Bonnie Raitt makes a remarkable comeback on the Billboard charts this week following her surprise win at the Grammys a little more than a week ago. Since the show, fans have been rushing to listen to and buy her newly-honored tune “Just Like That,” which was largely unknown before its moment in the spotlight.

The singer-songwriter’s song “Just Like That” debuts at the top of Billboard’s Rock Digital Song Sales ranking this frame thanks to a surge in interest in the cut. The unexpected success grants Raitt her second No. 1 hit on any Billboard list, and it marks the first time she has topped a sales chart. “Just Like That” also marks Raitt’s third career top 10 on the Rock Digital Song Sales chart.

The 2023 Grammys was a surprising moment for Raitt, who was not predicted to take home the Song of the Year trophy by most music industry experts. Her nomination, let alone the win, came as a shock to many. “Just Like That” became Raitt’s second big win in the “big four” categories, the first being Album of the Year in 1990 for her full-length Nick of Time.

Raitt’s Song of the Year win has helped “Just Like That” make its way onto various charts, including the Hot Rock & Alternative Songs, Hot Rock Songs, and the all-genre Digital Song Sales lists.
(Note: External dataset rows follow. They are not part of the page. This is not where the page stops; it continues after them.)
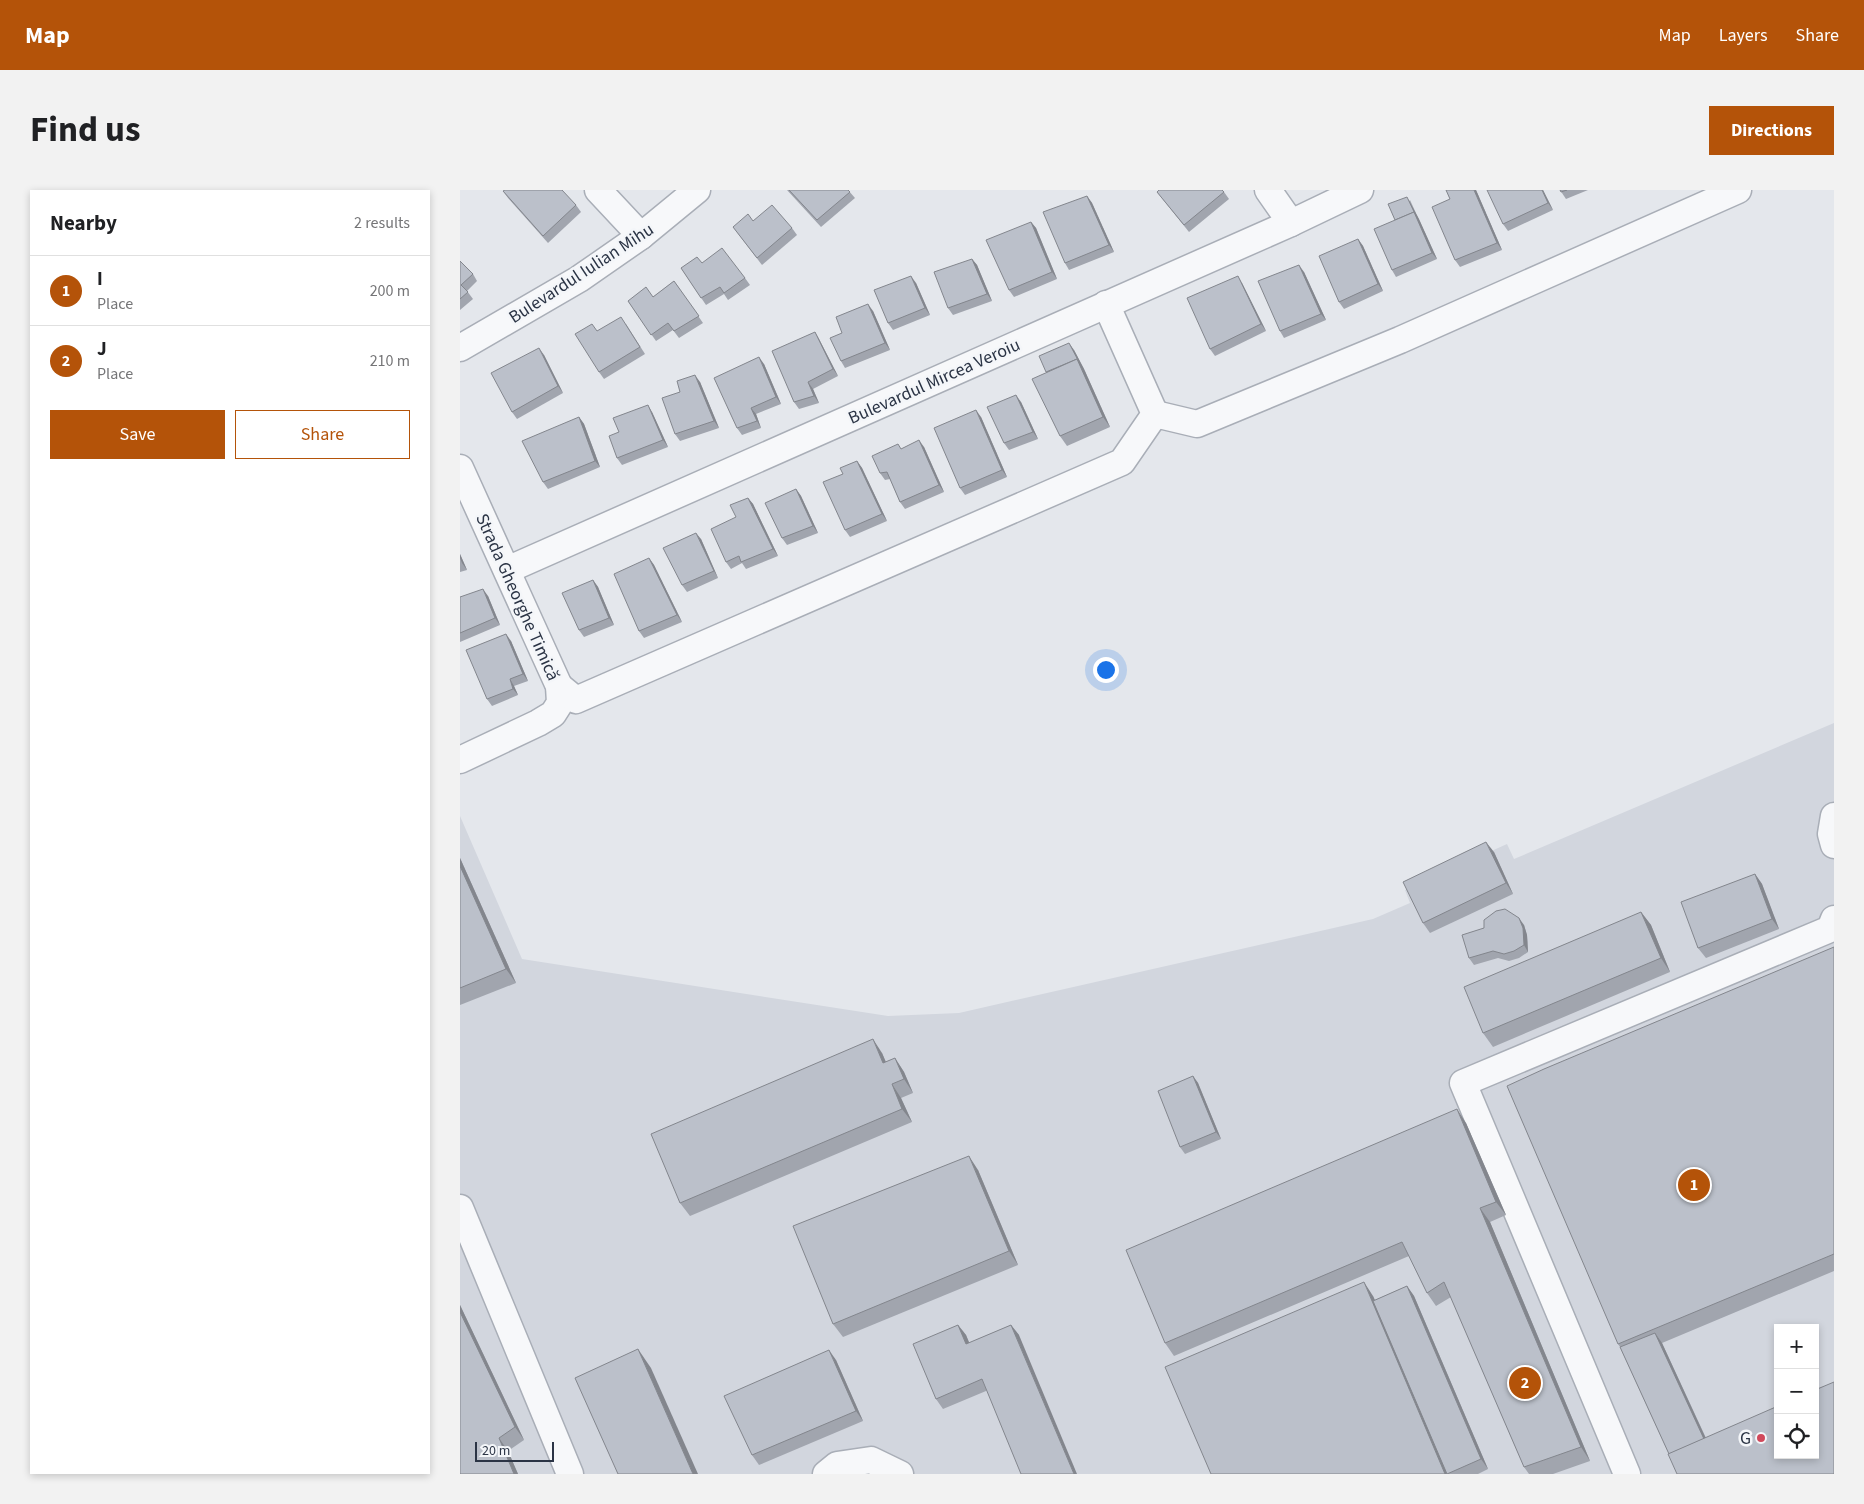 <!DOCTYPE html>
<meta charset="utf-8">
<style>
:root{--surface:#fff;--page:#f2f2f2;--text:#202124;--muted:#757577;--line:#e0e0e0;--accent:#b45309}
body{margin:0;font-family:"Source Sans 3",sans-serif;background:var(--page);color:var(--text)}
.controls{position:absolute;right:15px;bottom:15px;display:grid;overflow:hidden;border-radius:0px;box-shadow:0 2px 8px #0003}
.controls button{width:45px;height:45px;display:grid;place-items:center;padding:0;border:0;border-bottom:1px solid var(--line);background:var(--surface);color:var(--text);font:25px sans-serif}
.scale{position:absolute;left:15px;bottom:12px;width:79px;box-sizing:border-box;padding-left:5px;border:2px solid #2b3445;border-top:0;font-size:14px;line-height:18px;white-space:nowrap;color:#2b3445;-webkit-text-stroke:4px #f4f6f9;paint-order:stroke}
.you{position:absolute;left:645px;top:479px;width:18px;height:18px;margin:-12px;border:4px solid #fff;border-radius:50%;background:#1a73e8;box-shadow:0 0 0 8px #1a73e833}
.badge{display:grid;place-items:center;width:32px;height:32px;border-radius:50%;background:var(--accent);color:#fff;font-size:16px;font-weight:700}
.pin{position:absolute;translate:-50% -50%;border:2px solid #fff;box-shadow:0 1px 5px #0006}
.list{margin:0;padding:0;list-style:none}
h2{display:flex;justify-content:space-between;align-items:center;height:65px;margin:0;padding:0 20px;font-size:21px}
h2 small{font-size:16px;font-weight:400;color:var(--muted)}
.list li{display:grid;grid-template-columns:32px 1fr auto;gap:15px;align-items:center;box-sizing:border-box;height:70px;padding:0 20px;border-top:1px solid var(--line)}
.list b{display:block;font-size:19px;white-space:nowrap}
.list p{margin:0;font-size:16px;white-space:nowrap;color:var(--muted)}
.list em{font-size:16px;font-style:normal;color:var(--muted)}
.actions{display:flex;gap:10px;padding:15px 20px}
.actions a{flex:1;padding:11px 0;border:1px solid var(--accent);border-radius:0px;text-align:center;font-size:18px;color:var(--accent)}
.actions .main{background:var(--accent);color:#fff}
.icon{flex:none;width:28px;height:28px;fill:none;stroke:currentColor;stroke-width:2;stroke-linecap:round;stroke-linejoin:round}
.map{position:relative;flex:none;width:1374px;height:1284px;overflow:hidden;border-radius:0px}
header{display:flex;align-items:center;gap:30px;box-sizing:border-box;height:70px;padding:0 25px;background:var(--accent);color:#fff}
header strong{font-size:24px}
nav{display:flex;gap:28px;margin-inline-start:auto;font-size:18px}
.intro{display:flex;align-items:center;justify-content:space-between;box-sizing:border-box;height:120px;padding:0 30px}
h1{margin:0;font-size:35px}
.button{padding:12px 22px;border-radius:0px;background:var(--accent);color:#fff;font-size:18px;font-weight:700}
main{display:flex;gap:30px;padding:0 30px}
aside{flex:1;background:var(--surface);border-radius:0px;box-shadow:0 2px 8px #0003}
.map>svg:first-child{display:block}
.built{fill:#d2d6de;fill-rule:evenodd}
.lines{fill:none;stroke-linecap:round;stroke-linejoin:round}
.minor-casing{stroke:#a9aeb7;stroke-width:29}
.minor{stroke:#f7f8fa;stroke-width:26}
.wall{fill:#a1a5ae}
.shaded-wall{fill:#83868d}
.building{fill:#bbc0ca;stroke:#83868d}
.poi-dot{fill:#d1495b;stroke:#f4f6f9;stroke-width:2}
.labels{text-anchor:middle;stroke-width:5;stroke-linejoin:round;paint-order:stroke}
.street-label{font-size:18px;fill:#2b3445;stroke:#f4f6f9}
.poi-label{font-size:18px;fill:#2b3445;stroke:#f4f6f9;text-anchor:end}
</style>
<header>
<strong>Map</strong>
<nav><a>Map</a><a>Layers</a><a>Share</a></nav>
</header>
<div class="intro"><h1>Find us</h1><a class="button">Directions</a></div>
<main>
<aside>
<h2>Nearby<small>2 results</small></h2>
<ul class="list">
<li><span class="badge">1</span><div><b>I</b><p>Place</p></div><em>200 m</em></li>
<li><span class="badge">2</span><div><b>J</b><p>Place</p></div><em>210 m</em></li>
</ul>
<div class="actions"><a class="main">Save</a><a>Share</a></div>
</aside>
<div class="map">
<svg width="1374" height="1284" viewBox="0 0 1374 1284">
<rect width="100%" height="100%" fill="#e4e7ec"/>
<path class="built" d="M1374,533V1284H0V626L62,769L428,826L499,823L913,729L950,713L945,700L1047,654L1054,669ZM1318,1138H1355V1265H1318Z"/>
<g class="lines">
<g class="minor-casing">
<g id="minor">
<polyline points="138,0 181,46"/>
<polyline points="808,0 831,33"/>
<polyline points="0,158 119,89 181,46 237,0"/>
<polyline points="695,224 737,234 940,150 1278,0"/>
<polyline points="0,278 99,496 100,513 93,524 78,533 0,570"/>
<polyline points="47,380 831,33 900,0"/>
<polyline points="99,496 116,510 662,272 695,224 646,114"/>
<polyline points="1374,626 1371,644 1374,655"/>
<polyline points="0,1018 110,1284"/>
<polyline points="366,1284 377,1275 411,1270 440,1284"/>
<polyline points="1167,1284 1003,893 1370,739 1374,729"/>
</g>
</g>
<use href="#minor" class="minor"/>
</g>
<g class="wall">
<polygon points="327,0 388,0 395,8 361,37"/>
<polygon points="986,0 1016,0 1042,60 1000,77 995,70 990,9"/>
<polygon points="1083,0 1093,20 1048,41 1043,34"/>
<polygon points="1100,0 1128,0 1106,9"/>
<polygon points="43,1 116,15 121,22 88,53 48,8"/>
<polygon points="697,2 764,2 769,9 729,42"/>
<polygon points="627,6 632,13 654,62 609,80 605,73"/>
<polygon points="950,10 977,69 936,87 932,80 935,30"/>
<polygon points="293,31 332,38 337,45 302,75 273,37"/>
<polygon points="571,32 576,38 597,89 554,107 549,100"/>
<polygon points="898,49 903,56 923,101 884,119 879,112"/>
<polygon points="512,69 517,75 532,111 493,125 488,118"/>
<polygon points="0,71 13,84 17,91 7,101 13,109 0,120"/>
<polygon points="242,73 285,88 290,95 268,110 264,104 246,115 221,78"/>
<polygon points="844,82 866,130 824,148 820,141"/>
<polygon points="214,91 243,133 219,148 213,140 196,151 168,111 193,107"/>
<polygon points="456,93 470,125 433,140 428,133"/>
<polygon points="782,93 806,141 755,166 750,159"/>
<polygon points="413,121 430,160 385,178 381,171 382,143"/>
<polygon points="166,134 185,164 144,189 139,182 137,141"/>
<polygon points="355,142 359,149 378,186 353,199 359,213 339,219 334,212"/>
<polygon points="614,160 624,179 650,237 607,256 600,246 586,182"/>
<polygon points="84,165 103,203 57,229 52,222"/>
<polygon points="304,174 321,214 296,224 301,238 282,245 277,238"/>
<polygon points="240,192 259,238 220,251 215,244 220,202"/>
<polygon points="561,212 578,249 549,260 544,253"/>
<polygon points="192,222 208,257 162,275 157,268 159,242"/>
<polygon points="119,227 124,234 140,277 88,299 83,292"/>
<polygon points="521,227 547,287 505,305 500,298"/>
<polygon points="464,257 484,302 445,319 440,312 430,289 425,290 420,283 441,259"/>
<polygon points="397,271 402,278 427,331 390,347 385,340 383,284"/>
<polygon points="336,299 341,306 358,343 327,355 322,348"/>
<polygon points="288,308 293,314 318,366 286,379 282,373 271,379 266,372 276,327"/>
<polygon points="241,349 258,388 227,402 222,395"/>
<polygon points="0,364 7,380 0,382"/>
<polygon points="189,368 194,375 222,432 184,448 179,441"/>
<polygon points="133,390 138,397 154,435 124,447 119,440"/>
<polygon points="28,406 40,435 0,452 0,407"/>
<polygon points="51,451 68,491 54,496 58,505 32,516 27,509"/>
<polygon points="1034,662 1053,704 970,743 963,733"/>
<polygon points="0,668 56,793 0,815"/>
<polygon points="1295,684 1302,694 1319,739 1246,768 1238,758"/>
<polygon points="1181,722 1191,735 1210,782 1033,857 1023,843"/>
<polygon points="1064,735 1067,745 1068,762 1059,768 1049,771 1038,768 1014,775 1009,768"/>
<polygon points="1374,757 1374,1081 1202,1153 1246,1248 1209,1264 1160,1157 1158,1154"/>
<polygon points="422,863 426,872 435,868 444,882 453,903 441,908 452,932 230,1026 220,1013"/>
<polygon points="733,886 738,893 761,949 725,964 720,957"/>
<polygon points="1006,933 1046,1025 1030,1032 1130,1271 1093,1284 1069,1284 1064,1277 991,1107 976,1116 967,1103 949,1066 714,1166 705,1153"/>
<polygon points="518,980 558,1075 383,1147 373,1134"/>
<polygon points="947,1096 954,1106 1028,1279 1018,1284 751,1284 913,1106 915,1110"/>
<polygon points="0,1115 64,1250 48,1261 58,1284 0,1284"/>
<polygon points="498,1135 506,1145 509,1153 551,1135 559,1145 526,1201 483,1219 476,1209"/>
<polygon points="376,1170 403,1231 299,1275 292,1265"/>
</g>
<g class="shaded-wall">
<polygon points="1014,0 1016,0 1042,60 1037,53"/>
<polygon points="1082,0 1083,0 1093,20 1088,13"/>
<polygon points="627,6 632,13 654,62 649,55"/>
<polygon points="947,7 959,29 977,69 972,63"/>
<polygon points="571,32 576,38 597,89 592,82"/>
<polygon points="898,49 903,56 923,101 918,94"/>
<polygon points="512,69 517,75 532,111 527,104"/>
<polygon points="839,75 844,82 866,130 861,124"/>
<polygon points="451,86 456,93 470,125 465,118"/>
<polygon points="778,86 782,93 806,141 801,134"/>
<polygon points="408,114 413,121 430,160 425,153"/>
<polygon points="355,142 359,149 378,186 373,179"/>
<polygon points="609,153 614,160 624,179 650,237 643,227"/>
<polygon points="79,158 84,165 103,203 98,196"/>
<polygon points="299,167 304,174 321,214 316,207"/>
<polygon points="235,185 240,192 259,238 254,231"/>
<polygon points="348,192 353,199 359,213 354,206"/>
<polygon points="556,205 561,212 578,249 573,242"/>
<polygon points="188,215 192,222 208,257 203,250"/>
<polygon points="291,218 296,224 301,238 297,231"/>
<polygon points="516,220 521,227 547,287 542,280"/>
<polygon points="119,227 124,234 140,277 135,271"/>
<polygon points="459,250 464,257 484,302 479,295"/>
<polygon points="397,271 402,278 427,331 422,324"/>
<polygon points="336,299 341,306 358,343 353,336"/>
<polygon points="288,308 293,314 318,366 313,359"/>
<polygon points="236,343 241,349 258,388 254,381"/>
<polygon points="0,364 7,380 2,373 0,368"/>
<polygon points="189,368 194,375 222,432 217,425"/>
<polygon points="133,390 138,397 154,435 149,428"/>
<polygon points="23,399 28,406 40,435 35,428"/>
<polygon points="46,444 51,451 68,491 63,484"/>
<polygon points="50,489 54,496 58,505 53,499"/>
<polygon points="1026,652 1034,662 1053,704 1046,693"/>
<polygon points="0,668 56,793 46,779 0,676"/>
<polygon points="1295,684 1302,694 1319,739 1312,729"/>
<polygon points="1181,722 1191,735 1210,782 1201,768"/>
<polygon points="1059,728 1064,735 1067,745 1068,762 1064,755"/>
<polygon points="413,849 422,863 432,887 423,873"/>
<polygon points="435,868 444,882 453,903 444,889"/>
<polygon points="733,886 738,893 761,949 756,942"/>
<polygon points="432,894 441,908 452,932 442,919"/>
<polygon points="997,919 1006,933 1046,1025 1036,1012"/>
<polygon points="509,966 518,980 558,1075 549,1061"/>
<polygon points="1020,1018 1030,1032 1130,1271 1121,1257"/>
<polygon points="904,1092 913,1106 988,1283 987,1284 985,1284"/>
<polygon points="947,1096 954,1106 1028,1279 1021,1269"/>
<polygon points="0,1115 64,1250 55,1237 0,1122"/>
<polygon points="498,1135 506,1145 514,1164 506,1154"/>
<polygon points="551,1135 559,1145 617,1284 614,1284"/>
<polygon points="1195,1143 1202,1153 1252,1262 1245,1252"/>
<polygon points="178,1159 191,1178 238,1284 233,1284"/>
<polygon points="369,1160 376,1170 403,1231 396,1221"/>
<polygon points="39,1248 48,1261 58,1284 54,1284"/>
</g>
<g class="building">
<polygon points="45,0 102,0 116,15 83,46 43,1"/>
<polygon points="329,0 388,0 390,2 357,30"/>
<polygon points="699,0 762,0 764,2 724,35 697,2"/>
<polygon points="986,0 1014,0 1037,53 995,70 972,17 990,9"/>
<polygon points="1027,0 1082,0 1088,13 1043,34"/>
<polygon points="1100,0 1107,0 1101,2"/>
<polygon points="627,6 649,55 605,73 583,22"/>
<polygon points="947,7 956,26 954,22 935,30 928,14"/>
<polygon points="312,15 332,38 297,68 273,37 288,24 293,31"/>
<polygon points="954,22 972,63 932,80 914,39"/>
<polygon points="571,32 592,82 549,100 526,50"/>
<polygon points="898,49 918,94 879,112 859,66"/>
<polygon points="262,58 285,88 264,103 260,97 241,108 221,78 237,67 242,73"/>
<polygon points="512,69 527,104 488,118 474,82"/>
<polygon points="0,71 13,84 1,95 8,102 0,109"/>
<polygon points="839,75 861,124 820,141 798,91"/>
<polygon points="451,86 465,118 428,133 414,100"/>
<polygon points="778,86 801,134 750,159 727,108"/>
<polygon points="214,91 239,126 214,141 208,133 191,145 168,111 186,97 193,107"/>
<polygon points="408,114 425,153 381,171 370,148 382,143 376,127"/>
<polygon points="161,127 180,157 139,182 115,144 132,134 137,141"/>
<polygon points="355,142 373,179 348,192 354,206 334,212 312,161"/>
<polygon points="609,153 619,172 617,169 586,182 579,166"/>
<polygon points="79,158 98,196 52,222 31,183"/>
<polygon points="299,167 316,207 291,218 297,231 277,238 254,188"/>
<polygon points="617,169 643,227 600,246 572,189"/>
<polygon points="235,185 254,231 215,244 202,208 220,202 217,191"/>
<polygon points="556,205 573,242 544,253 527,217"/>
<polygon points="188,215 203,250 157,268 149,246 159,242 153,228"/>
<polygon points="516,220 542,280 500,298 474,238"/>
<polygon points="119,227 135,271 83,292 62,251"/>
<polygon points="459,250 479,295 440,312 427,282 420,283 412,266 438,254 441,259"/>
<polygon points="397,271 422,324 385,340 363,292 383,284 380,278"/>
<polygon points="336,299 353,336 322,348 305,313"/>
<polygon points="288,308 313,359 281,372 279,366 266,372 251,339 276,327 270,315"/>
<polygon points="236,343 254,381 222,395 203,358"/>
<polygon points="189,368 217,425 179,441 154,384"/>
<polygon points="133,390 149,428 119,440 102,403"/>
<polygon points="23,399 35,428 0,443 0,407"/>
<polygon points="46,444 63,484 50,489 53,499 27,509 6,460"/>
<polygon points="1026,652 1046,693 963,733 943,692"/>
<polygon points="0,676 46,779 0,798"/>
<polygon points="1295,684 1312,729 1238,758 1221,712"/>
<polygon points="1045,719 1059,728 1063,738 1064,755 1054,761 1044,764 1033,761 1009,768 1002,745 1024,738 1024,730 1036,721"/>
<polygon points="1181,722 1201,768 1023,843 1004,797"/>
<polygon points="1374,757 1374,1064 1158,1154 1047,896 1084,879"/>
<polygon points="413,849 423,873 435,868 444,889 432,894 442,919 220,1013 191,944"/>
<polygon points="733,886 756,942 720,957 698,901"/>
<polygon points="997,919 1036,1012 1020,1018 1121,1257 1064,1277 984,1092 967,1103 942,1052 705,1153 666,1060"/>
<polygon points="509,966 549,1061 373,1134 333,1036"/>
<polygon points="904,1092 985,1284 751,1284 705,1177"/>
<polygon points="947,1096 1021,1269 987,1284 913,1111"/>
<polygon points="0,1122 55,1237 39,1248 54,1284 0,1284"/>
<polygon points="498,1135 506,1154 551,1135 614,1284 561,1284 522,1189 476,1209 453,1154"/>
<polygon points="1195,1143 1244,1249 1209,1264 1160,1157"/>
<polygon points="178,1159 233,1284 158,1284 115,1188"/>
<polygon points="369,1160 396,1221 292,1265 264,1206"/>
<polygon points="1374,1192 1374,1284 1217,1284 1208,1264 1318,1216 1318,1265 1355,1265 1355,1200"/>
</g>
<circle class="poi-dot" cx="1301" cy="1248" r="5"/>
<g class="labels">
<g class="street-label">
<text transform="translate(121 83) rotate(-33)" y="6">Bulevardul Iulian Mihu</text>
<text transform="translate(474 191) rotate(-24)" y="6">Bulevardul Mircea Veroiu</text>
<text transform="translate(58 407) rotate(66)" y="6">Strada Gheorghe Timică</text>
</g>
<g class="poi-label">
<text x="1291" y="1254">G</text>
</g>
</g>
</svg>
<div class="controls">
<button>+</button>
<button>−</button>
<button><svg class="icon" aria-label="locate" viewBox="0 0 24 24"><circle cx="12" cy="12" r="6"/><path d="M12 2v4M12 18v4M2 12h4M18 12h4"/></svg></button>
</div>
<div class="scale">20 m</div>
<div class="you"></div>
<div class="pin badge" style="left:1234px;top:995px">1</div>
<div class="pin badge" style="left:1065px;top:1193px">2</div>
</div>
</main>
The success of the single has brought Raitt her first top 10 win and just her second placement on the Digital Song Sales chart. This fact is not entirely shocking, as the chart was introduced after Raitt’s heyday, when MP3 sales became popular.

Raitt’s success with “Just Like That” marks just the second time she has topped a Billboard chart. The first instance of her running the show was back in 1998, when her single “One Belief Away” reached the No. 1 spot on the Adult Alternative Airplay ranking.

The newly-honored song was first released on Raitt’s album of the same name, which came out in 2022. In addition to claiming Song of the Year, “Just Like That” won the Best American Roots Song category, while her other track “Made Up Mind” took home the Best Americana Performance Grammy. In order to claim Song of the Year, Raitt’s single beat out several high-profile nominees such as Harry Styles’ “As It Was,” Adele’s “Easy on Me,” Lizzo’s “About Damn Time,” and even Taylor Swift’s “All Too Well.”